Disk access time for a spinning hard disk has three components: seek time (moving the read/write head to the correct cylinder), rotational latency (waiting for the platter to rotate the target sector under the head), and transfer time (reading/writing the data). Disk scheduling algorithms order pending I/O requests to minimize total seek time. FCFS is fair but unoptimized; SSTF (Shortest Seek Time First) picks the closest pending request but may starve far requests; SCAN (the elevator algorithm) services requests in one direction then reverses; C-SCAN only services requests in one direction, returning quickly to the start, providing more uniform wait times. SSDs have no mechanical latency, making disk scheduling less critical for them.
Given a list of pending cylinder requests and a starting head position, calculate total head movement for FCFS, SSTF, and SCAN. Identify which algorithm is most appropriate for a high-throughput database workload.
From your study of I/O systems, you know that the CPU communicates with storage devices through I/O requests and that disk access is orders of magnitude slower than memory access. For a spinning hard disk drive, the bottleneck is mechanical: the read/write head must physically move to the correct track (seek time, typically 3-15 ms), then wait for the platter to rotate the target sector underneath it (rotational latency, up to ~4 ms at 7200 RPM), and finally read the data (transfer time, usually negligible for small reads). Since seek time dominates, minimizing total head movement across a queue of pending requests is the central goal of disk scheduling.
FCFS (First-Come, First-Served) processes requests in arrival order. It is fair and simple but can produce wild head swings — if requests arrive for cylinders 98, 5, 120, 3, 110, the head zigzags across the entire disk. SSTF (Shortest Seek Time First) always picks the request closest to the current head position, much like a greedy nearest-neighbor algorithm. This dramatically reduces total seek distance but has a critical flaw: if requests keep arriving near the head's current position, distant requests starve indefinitely. A request at cylinder 2 could wait forever if the head stays busy around cylinder 100.
SCAN (the elevator algorithm) fixes starvation by imposing direction. The head sweeps in one direction — say, toward higher cylinder numbers — servicing all requests along the way. When it reaches the highest pending request (or the disk edge), it reverses direction and sweeps back. Every request is guaranteed to be serviced within two full sweeps. However, requests just behind the head's current position must wait for the head to travel to the end and come back, creating uneven wait times. C-SCAN (Circular SCAN) addresses this by only servicing requests in one direction; when the head reaches the end, it jumps back to the beginning without servicing requests on the return trip, then sweeps forward again. This provides more uniform wait times because the head always arrives "from the same direction," eliminating the bias that SCAN creates toward the middle of the disk.
It is worth noting that these algorithms were designed for the mechanical reality of spinning platters.

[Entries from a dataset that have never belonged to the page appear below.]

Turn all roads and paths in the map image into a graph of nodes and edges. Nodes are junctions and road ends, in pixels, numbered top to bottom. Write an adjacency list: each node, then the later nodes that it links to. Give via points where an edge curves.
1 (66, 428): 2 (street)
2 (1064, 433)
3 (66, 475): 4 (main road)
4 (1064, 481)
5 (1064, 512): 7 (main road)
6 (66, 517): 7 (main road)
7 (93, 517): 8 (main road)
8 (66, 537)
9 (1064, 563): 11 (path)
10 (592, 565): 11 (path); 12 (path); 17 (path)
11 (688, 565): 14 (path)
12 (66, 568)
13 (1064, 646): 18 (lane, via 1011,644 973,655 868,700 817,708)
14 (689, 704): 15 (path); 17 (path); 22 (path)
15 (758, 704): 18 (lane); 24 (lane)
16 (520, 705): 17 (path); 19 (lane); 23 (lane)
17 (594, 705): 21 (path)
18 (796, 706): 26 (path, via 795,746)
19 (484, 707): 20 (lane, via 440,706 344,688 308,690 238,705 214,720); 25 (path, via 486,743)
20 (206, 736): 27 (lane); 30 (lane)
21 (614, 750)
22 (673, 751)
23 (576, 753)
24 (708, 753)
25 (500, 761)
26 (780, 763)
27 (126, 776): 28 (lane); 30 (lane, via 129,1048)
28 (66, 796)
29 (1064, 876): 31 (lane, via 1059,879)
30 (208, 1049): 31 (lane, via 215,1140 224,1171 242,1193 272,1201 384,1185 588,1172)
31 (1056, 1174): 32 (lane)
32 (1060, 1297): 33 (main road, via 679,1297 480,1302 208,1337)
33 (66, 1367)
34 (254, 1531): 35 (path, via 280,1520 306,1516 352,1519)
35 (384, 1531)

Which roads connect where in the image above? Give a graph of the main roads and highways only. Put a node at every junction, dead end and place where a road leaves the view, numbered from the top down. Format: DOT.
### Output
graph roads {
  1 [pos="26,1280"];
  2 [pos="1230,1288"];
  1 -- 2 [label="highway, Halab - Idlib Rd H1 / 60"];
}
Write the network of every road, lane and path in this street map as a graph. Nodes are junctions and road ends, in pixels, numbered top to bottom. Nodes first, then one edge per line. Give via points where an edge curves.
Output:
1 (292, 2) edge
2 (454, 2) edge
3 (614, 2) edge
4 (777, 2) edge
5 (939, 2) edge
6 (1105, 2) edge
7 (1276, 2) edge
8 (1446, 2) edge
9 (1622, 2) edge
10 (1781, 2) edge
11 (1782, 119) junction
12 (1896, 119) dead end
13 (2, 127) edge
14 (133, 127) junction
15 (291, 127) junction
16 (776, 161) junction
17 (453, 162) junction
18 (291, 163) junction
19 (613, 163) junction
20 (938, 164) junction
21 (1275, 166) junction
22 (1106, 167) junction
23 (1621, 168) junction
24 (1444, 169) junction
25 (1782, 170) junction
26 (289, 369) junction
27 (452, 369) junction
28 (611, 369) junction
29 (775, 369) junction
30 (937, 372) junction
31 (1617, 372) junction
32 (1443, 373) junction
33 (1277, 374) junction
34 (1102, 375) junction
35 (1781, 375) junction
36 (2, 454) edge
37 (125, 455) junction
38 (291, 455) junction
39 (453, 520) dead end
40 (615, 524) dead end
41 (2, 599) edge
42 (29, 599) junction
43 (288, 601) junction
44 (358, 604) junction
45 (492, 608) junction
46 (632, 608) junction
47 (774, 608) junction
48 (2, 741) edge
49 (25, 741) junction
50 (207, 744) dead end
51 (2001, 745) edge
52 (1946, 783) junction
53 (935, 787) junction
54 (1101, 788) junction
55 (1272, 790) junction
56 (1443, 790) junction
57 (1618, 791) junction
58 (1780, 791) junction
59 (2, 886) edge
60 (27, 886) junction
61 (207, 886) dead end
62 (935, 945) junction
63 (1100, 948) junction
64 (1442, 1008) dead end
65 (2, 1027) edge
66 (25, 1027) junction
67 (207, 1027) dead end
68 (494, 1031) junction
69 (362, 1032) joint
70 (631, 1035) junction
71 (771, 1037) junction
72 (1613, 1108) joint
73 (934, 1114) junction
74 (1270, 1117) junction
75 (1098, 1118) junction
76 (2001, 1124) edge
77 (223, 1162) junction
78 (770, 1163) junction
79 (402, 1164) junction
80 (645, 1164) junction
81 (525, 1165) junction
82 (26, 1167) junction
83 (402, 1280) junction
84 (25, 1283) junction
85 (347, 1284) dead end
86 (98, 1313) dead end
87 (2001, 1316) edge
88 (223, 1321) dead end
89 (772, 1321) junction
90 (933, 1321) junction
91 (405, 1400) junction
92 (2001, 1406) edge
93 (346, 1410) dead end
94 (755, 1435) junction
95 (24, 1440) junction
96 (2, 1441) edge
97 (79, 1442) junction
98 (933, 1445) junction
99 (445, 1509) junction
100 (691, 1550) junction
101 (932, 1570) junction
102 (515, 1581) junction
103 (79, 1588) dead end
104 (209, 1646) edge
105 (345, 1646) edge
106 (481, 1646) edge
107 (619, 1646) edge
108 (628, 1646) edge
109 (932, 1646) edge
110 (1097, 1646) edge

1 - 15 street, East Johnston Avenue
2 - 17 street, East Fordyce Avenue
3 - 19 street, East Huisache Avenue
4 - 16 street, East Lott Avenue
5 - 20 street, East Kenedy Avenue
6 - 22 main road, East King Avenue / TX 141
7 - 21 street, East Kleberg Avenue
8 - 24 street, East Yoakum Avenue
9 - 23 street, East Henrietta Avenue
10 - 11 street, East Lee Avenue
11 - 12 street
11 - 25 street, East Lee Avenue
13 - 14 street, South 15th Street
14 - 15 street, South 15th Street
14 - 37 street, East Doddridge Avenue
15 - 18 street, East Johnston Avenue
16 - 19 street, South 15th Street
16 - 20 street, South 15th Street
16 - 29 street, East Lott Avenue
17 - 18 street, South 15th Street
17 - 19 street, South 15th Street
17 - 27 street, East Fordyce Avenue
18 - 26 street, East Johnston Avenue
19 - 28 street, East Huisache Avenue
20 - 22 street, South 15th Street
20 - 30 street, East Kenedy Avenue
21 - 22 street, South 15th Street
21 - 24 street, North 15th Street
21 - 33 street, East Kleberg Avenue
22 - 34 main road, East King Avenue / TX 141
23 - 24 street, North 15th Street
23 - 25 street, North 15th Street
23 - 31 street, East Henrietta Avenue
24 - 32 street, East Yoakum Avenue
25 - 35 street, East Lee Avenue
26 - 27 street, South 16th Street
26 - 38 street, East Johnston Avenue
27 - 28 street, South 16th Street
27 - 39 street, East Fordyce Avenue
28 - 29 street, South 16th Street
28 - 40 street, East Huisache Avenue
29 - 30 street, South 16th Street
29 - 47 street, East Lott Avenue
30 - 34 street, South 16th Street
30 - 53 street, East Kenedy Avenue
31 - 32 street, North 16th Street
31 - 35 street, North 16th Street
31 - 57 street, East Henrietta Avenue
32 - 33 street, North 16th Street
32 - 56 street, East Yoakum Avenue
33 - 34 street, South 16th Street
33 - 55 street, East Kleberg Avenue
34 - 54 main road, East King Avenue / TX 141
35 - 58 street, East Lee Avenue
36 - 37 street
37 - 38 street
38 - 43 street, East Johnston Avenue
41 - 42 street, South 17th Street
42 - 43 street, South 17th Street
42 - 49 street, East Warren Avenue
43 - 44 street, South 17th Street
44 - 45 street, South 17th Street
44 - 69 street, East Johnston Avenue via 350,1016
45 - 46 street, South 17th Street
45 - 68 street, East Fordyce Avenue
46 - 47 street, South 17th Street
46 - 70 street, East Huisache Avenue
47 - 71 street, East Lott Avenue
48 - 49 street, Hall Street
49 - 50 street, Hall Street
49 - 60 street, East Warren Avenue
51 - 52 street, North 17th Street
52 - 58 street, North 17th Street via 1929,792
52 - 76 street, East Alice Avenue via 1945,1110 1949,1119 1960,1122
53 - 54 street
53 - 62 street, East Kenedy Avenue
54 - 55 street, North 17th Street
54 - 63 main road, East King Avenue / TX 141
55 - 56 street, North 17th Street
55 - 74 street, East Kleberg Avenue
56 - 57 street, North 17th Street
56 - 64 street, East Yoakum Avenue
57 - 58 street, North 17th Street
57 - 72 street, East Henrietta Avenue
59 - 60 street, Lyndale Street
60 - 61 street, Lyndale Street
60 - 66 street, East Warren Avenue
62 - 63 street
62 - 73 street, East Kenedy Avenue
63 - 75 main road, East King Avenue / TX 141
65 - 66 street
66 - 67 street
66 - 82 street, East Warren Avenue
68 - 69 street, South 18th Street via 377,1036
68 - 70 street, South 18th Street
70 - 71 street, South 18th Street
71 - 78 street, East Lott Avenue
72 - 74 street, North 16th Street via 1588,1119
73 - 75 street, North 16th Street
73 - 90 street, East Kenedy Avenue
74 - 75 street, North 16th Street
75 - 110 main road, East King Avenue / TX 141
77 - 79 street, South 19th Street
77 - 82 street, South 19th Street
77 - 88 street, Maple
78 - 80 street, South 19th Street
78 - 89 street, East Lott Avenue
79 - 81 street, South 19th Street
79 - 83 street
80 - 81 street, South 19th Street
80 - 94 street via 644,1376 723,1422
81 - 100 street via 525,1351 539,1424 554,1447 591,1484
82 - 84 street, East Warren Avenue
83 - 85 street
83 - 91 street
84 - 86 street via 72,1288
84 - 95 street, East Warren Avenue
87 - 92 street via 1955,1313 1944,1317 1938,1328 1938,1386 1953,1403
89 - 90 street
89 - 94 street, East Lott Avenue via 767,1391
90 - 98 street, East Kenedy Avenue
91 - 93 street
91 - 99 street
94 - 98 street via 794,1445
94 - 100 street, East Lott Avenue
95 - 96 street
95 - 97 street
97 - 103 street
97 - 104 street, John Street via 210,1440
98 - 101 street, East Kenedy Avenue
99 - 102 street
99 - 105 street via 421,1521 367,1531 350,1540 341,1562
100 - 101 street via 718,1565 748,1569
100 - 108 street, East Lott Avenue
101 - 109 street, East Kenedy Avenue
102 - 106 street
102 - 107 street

Solid-state drives have no moving parts — accessing any block takes roughly the same time regardless of its logical address. For SSDs, scheduling focuses on different concerns: parallelizing requests across internal flash channels, minimizing write amplification, and managing wear leveling. Understanding disk scheduling remains important both for systems that still use HDDs (large-scale storage arrays, archival systems) and because the same algorithmic thinking — optimizing access patterns to match the physical characteristics of hardware — applies broadly to system design.